Activity - The records follow. Copy them exactly, but omit the pictures.

*** Data section ***

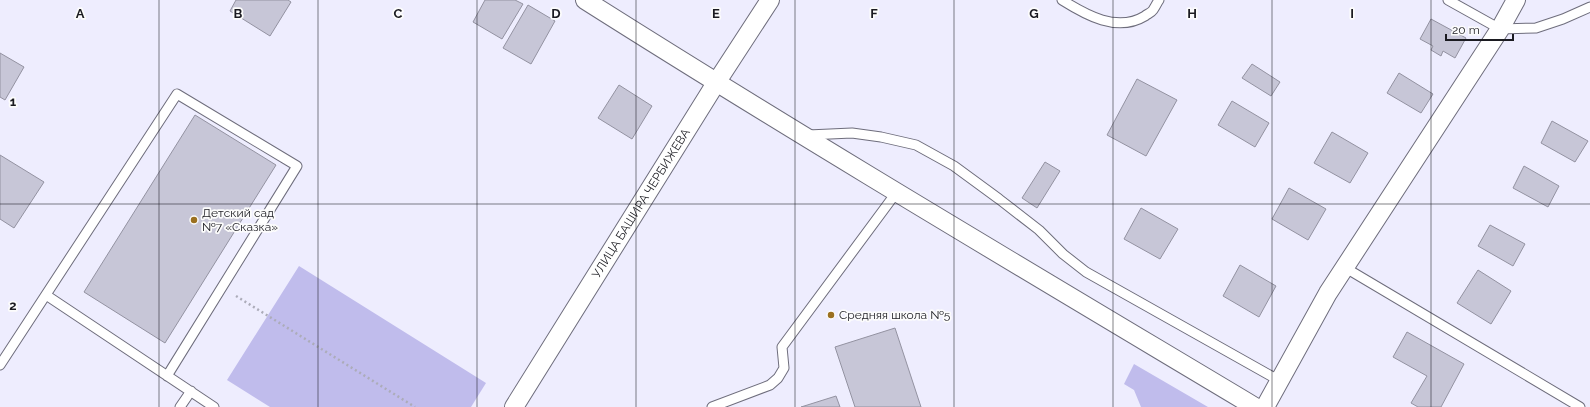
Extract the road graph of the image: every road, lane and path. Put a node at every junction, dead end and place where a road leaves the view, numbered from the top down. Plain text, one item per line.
1 (585, 0) edge
2 (770, 0) edge
3 (1062, 0) edge
4 (1159, 0) edge
5 (1448, 0) edge
6 (1516, 0) edge
7 (1590, 7) edge
8 (1500, 29) junction
9 (716, 83) junction
10 (802, 135) junction
11 (896, 193) junction
12 (1344, 267) junction
13 (222, 287) junction
14 (46, 295) junction
15 (0, 365) edge
16 (167, 376) junction
17 (1280, 381) junction
18 (191, 391) junction
19 (180, 407) edge
20 (214, 407) edge
21 (415, 407) edge
22 (514, 407) edge
23 (712, 407) edge
24 (1255, 407) edge
25 (1264, 407) edge
26 (1580, 407) edge

1 - 9 street
2 - 9 street, УЛИЦА БАШИРА ЧЕРБИЖЕВА
3 - 4 lane
5 - 8 lane
6 - 8 street
7 - 8 lane
8 - 12 street
9 - 10 street
9 - 22 street, УЛИЦА БАШИРА ЧЕРБИЖЕВА
10 - 11 street
10 - 17 lane
11 - 23 lane
11 - 24 street
12 - 17 street
12 - 26 lane
13 - 14 lane
13 - 16 lane
13 - 21 path
14 - 15 lane
14 - 16 lane
16 - 18 lane
17 - 25 street
18 - 19 lane
18 - 20 lane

*** End of Data section ***

Problem solution -
Extract the road graph of the image: every road, lane and path. Put a node at every junction, dead end and place where a road leaves the view, numbered from the top down. Plain text, one item per line.
1 (585, 0) edge
2 (770, 0) edge
3 (1062, 0) edge
4 (1159, 0) edge
5 (1448, 0) edge
6 (1516, 0) edge
7 (1590, 7) edge
8 (1500, 29) junction
9 (716, 83) junction
10 (802, 135) junction
11 (896, 193) junction
12 (1344, 267) junction
13 (222, 287) junction
14 (46, 295) junction
15 (0, 365) edge
16 (167, 376) junction
17 (1280, 381) junction
18 (191, 391) junction
19 (180, 407) edge
20 (214, 407) edge
21 (415, 407) edge
22 (514, 407) edge
23 (712, 407) edge
24 (1255, 407) edge
25 (1264, 407) edge
26 (1580, 407) edge

1 - 9 street
2 - 9 street, УЛИЦА БАШИРА ЧЕРБИЖЕВА
3 - 4 lane
5 - 8 lane
6 - 8 street
7 - 8 lane
8 - 12 street
9 - 10 street
9 - 22 street, УЛИЦА БАШИРА ЧЕРБИЖЕВА
10 - 11 street
10 - 17 lane
11 - 23 lane
11 - 24 street
12 - 17 street
12 - 26 lane
13 - 14 lane
13 - 16 lane
13 - 21 path
14 - 15 lane
14 - 16 lane
16 - 18 lane
17 - 25 street
18 - 19 lane
18 - 20 lane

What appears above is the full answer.